Intel Edison Spectrophotometer
This instructable will explain how to build a fairly basic.
Of course, this device is nothing compared to a commercial spectrophotometer, but it will allow the builder to understand how such a device works to using it for DIYbio.
The spectrophotometry is the quantitative measurement of the reflection or transmission properties of a material as a function of wavelength. Aspectrophotometer is commonly used for the measurement of transmittance or reflectance of solutions, transparent or opaque solids, such as polished glass, or gases.
The basic principle is easy: a beam of light passes through a prism or diffraction grating; out of the resulting spectrum, a range of wavelengths gets selected by sending the light through a slit. The light passes through the sample and hits a detector.
The most common spectrophotometers are used in the UV and visible regions of the spectrum, and some of these instruments also operate into the near-infraredregion as well.
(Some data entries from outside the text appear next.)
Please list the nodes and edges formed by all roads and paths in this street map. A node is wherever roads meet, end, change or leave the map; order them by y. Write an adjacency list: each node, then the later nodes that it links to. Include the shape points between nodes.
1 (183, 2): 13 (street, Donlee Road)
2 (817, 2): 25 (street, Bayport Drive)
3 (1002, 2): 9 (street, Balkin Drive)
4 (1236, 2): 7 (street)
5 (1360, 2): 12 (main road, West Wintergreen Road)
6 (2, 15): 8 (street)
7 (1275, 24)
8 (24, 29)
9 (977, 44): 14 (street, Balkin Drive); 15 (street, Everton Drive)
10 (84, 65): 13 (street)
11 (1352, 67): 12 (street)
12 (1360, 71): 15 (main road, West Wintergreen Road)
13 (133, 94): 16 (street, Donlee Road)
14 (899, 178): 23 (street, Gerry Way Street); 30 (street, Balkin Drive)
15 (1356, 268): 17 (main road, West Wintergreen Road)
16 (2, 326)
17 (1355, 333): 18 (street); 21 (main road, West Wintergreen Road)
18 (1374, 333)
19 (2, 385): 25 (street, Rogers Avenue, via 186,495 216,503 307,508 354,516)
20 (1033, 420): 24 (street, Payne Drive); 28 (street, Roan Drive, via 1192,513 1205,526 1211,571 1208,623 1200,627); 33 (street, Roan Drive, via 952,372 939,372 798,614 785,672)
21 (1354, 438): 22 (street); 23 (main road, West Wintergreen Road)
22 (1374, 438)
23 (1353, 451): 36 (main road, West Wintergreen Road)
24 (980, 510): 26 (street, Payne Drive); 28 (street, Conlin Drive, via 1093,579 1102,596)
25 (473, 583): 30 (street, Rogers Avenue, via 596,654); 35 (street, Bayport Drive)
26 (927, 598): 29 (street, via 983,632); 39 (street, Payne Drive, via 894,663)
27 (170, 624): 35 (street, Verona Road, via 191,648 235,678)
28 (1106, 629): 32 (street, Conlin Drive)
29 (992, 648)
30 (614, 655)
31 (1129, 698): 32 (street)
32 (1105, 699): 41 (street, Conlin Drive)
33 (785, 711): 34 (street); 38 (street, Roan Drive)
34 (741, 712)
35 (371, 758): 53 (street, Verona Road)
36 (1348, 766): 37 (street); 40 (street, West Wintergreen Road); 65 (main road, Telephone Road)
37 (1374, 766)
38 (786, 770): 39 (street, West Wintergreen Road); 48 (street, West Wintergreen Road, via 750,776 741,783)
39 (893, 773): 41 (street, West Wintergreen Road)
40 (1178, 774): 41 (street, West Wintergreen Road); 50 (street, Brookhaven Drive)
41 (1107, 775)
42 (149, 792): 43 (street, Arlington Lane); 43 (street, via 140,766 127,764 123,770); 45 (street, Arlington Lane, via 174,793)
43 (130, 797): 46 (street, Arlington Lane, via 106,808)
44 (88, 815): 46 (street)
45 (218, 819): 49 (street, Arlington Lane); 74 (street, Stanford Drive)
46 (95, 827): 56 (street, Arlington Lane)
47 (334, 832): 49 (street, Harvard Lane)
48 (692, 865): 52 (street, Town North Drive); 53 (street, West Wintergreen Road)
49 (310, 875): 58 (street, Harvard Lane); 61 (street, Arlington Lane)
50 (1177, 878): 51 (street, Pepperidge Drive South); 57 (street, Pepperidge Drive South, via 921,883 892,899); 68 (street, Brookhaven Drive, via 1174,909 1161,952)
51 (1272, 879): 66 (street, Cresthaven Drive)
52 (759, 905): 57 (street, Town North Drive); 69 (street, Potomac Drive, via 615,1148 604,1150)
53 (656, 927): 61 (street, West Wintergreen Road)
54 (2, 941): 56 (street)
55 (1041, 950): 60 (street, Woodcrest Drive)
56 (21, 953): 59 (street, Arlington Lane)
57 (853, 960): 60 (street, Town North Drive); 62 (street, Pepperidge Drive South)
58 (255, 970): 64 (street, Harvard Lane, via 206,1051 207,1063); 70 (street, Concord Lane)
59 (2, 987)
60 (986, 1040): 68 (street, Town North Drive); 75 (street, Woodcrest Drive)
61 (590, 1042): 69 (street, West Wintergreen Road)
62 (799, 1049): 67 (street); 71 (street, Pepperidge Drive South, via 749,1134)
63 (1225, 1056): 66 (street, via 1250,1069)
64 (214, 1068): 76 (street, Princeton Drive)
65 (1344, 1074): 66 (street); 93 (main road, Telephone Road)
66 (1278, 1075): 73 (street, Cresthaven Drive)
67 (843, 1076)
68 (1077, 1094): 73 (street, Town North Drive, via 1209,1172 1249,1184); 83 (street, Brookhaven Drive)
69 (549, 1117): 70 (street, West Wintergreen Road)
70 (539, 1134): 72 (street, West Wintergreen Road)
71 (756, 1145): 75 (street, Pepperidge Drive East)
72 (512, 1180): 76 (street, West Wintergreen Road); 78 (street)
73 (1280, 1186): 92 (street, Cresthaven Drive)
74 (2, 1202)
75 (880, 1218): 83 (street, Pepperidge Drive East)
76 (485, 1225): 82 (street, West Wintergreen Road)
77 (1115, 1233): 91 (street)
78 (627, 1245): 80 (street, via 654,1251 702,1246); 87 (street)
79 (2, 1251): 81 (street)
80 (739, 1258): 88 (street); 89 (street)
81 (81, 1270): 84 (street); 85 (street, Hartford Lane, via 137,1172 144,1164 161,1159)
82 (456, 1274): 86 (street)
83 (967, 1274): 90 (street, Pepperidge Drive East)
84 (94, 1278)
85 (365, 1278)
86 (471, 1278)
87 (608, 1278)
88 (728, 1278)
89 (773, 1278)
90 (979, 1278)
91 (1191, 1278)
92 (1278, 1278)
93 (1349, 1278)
Visible region 400–700 nm spectrophotometry is used extensively in colorimetry science.
So, let’s do it!
This device is certainly not to be compared to a commercial system, but if you are a DIYbio fun it will certainly be interesting!
Step 1: Step 1: Materials
For this bit you’re going to need the following.
(I am using modules from the grove kit from seeedstudio)
- 1 x Intel Edison;
- 1 xGrove Base Shield;
- 1 x LED driver board;
- 1 x LED of your choice (I used a color led);
- 1 x Light Sensor;
- 2 x Grove Cable
Step 2: Step 2: Connecting it all together!
Before we get stuck in I am assuming you have your Edison board set up as in Intel guide; if not you can view it here.
Before connecting it all up, I suggest you disconnect the power from the board, it helps prevent any short circuits and other issues.
Firstly, you must connect the Grove Base Shield on Intel Edison Board.
Then, the light sensor needs to connect to port A0 on the expansion board.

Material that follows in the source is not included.